Re: [PATCHv2 net] usbnet: fix cyclical race on disconnect with work queue

From: Jakub Kicinski
Date: Tue Sep 10 2024 - 18:44:23 EST


On Thu, 5 Sep 2024 15:46:50 +0200 Oliver Neukum wrote:
> +static inline bool usbnet_going_away(struct usbnet *ubn)
> +{
> + smp_mb__before_atomic(); /* against usbnet_mark_going_away() */
> + return test_bit(EVENT_UNPLUG, &ubn->flags);
> +}
> +
> +static inline void usbnet_mark_going_away(struct usbnet *ubn)
> +{
> + set_bit(EVENT_UNPLUG, &ubn->flags);
> + smp_mb__after_atomic(); /* against usbnet_going_away() */
> +}

I have sort of an inverse question to what Paolo asked :)
AFAIU we need the double-cancel because checking the flag and
scheduling are not atomic.
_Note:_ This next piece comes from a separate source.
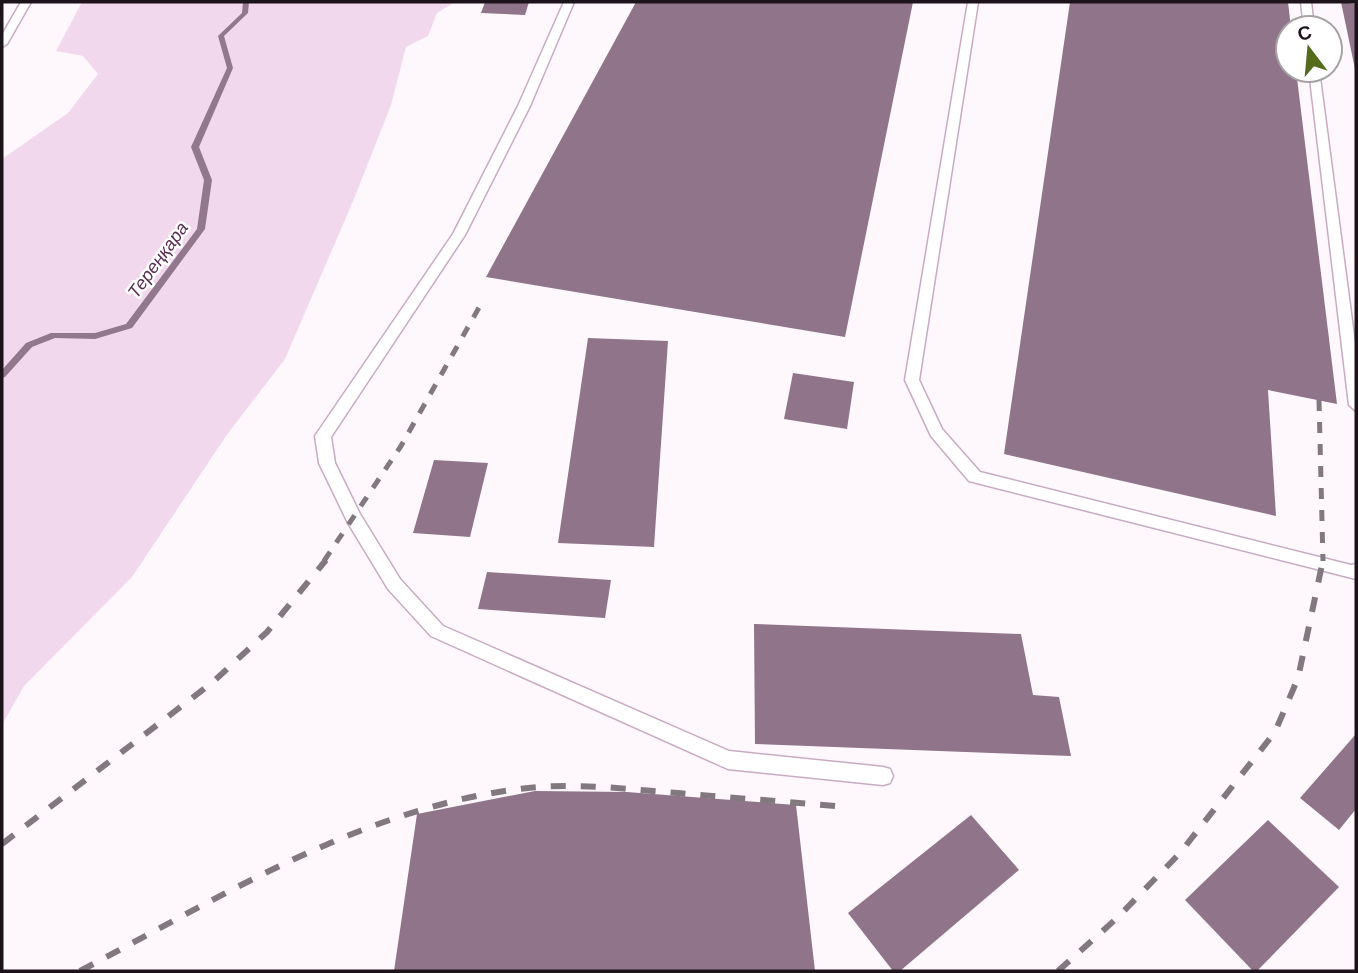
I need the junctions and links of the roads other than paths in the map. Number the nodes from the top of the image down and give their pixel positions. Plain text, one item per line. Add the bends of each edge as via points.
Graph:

But if we do that why the memory
barriers? They make it seem like we're doing something clever
with memory ordering, while really we're just depending on normal
properties of the tasklet/timer/work APIs.

FTR disable_work_sync() would work nicely here but it'd be
a PITA for backports.

Also - is this based on some report or syzbot? I'm a bit tempted
to put this in net-next given how unlikely the race is vs how
commonly used the driver is.
--
pw-bot: cr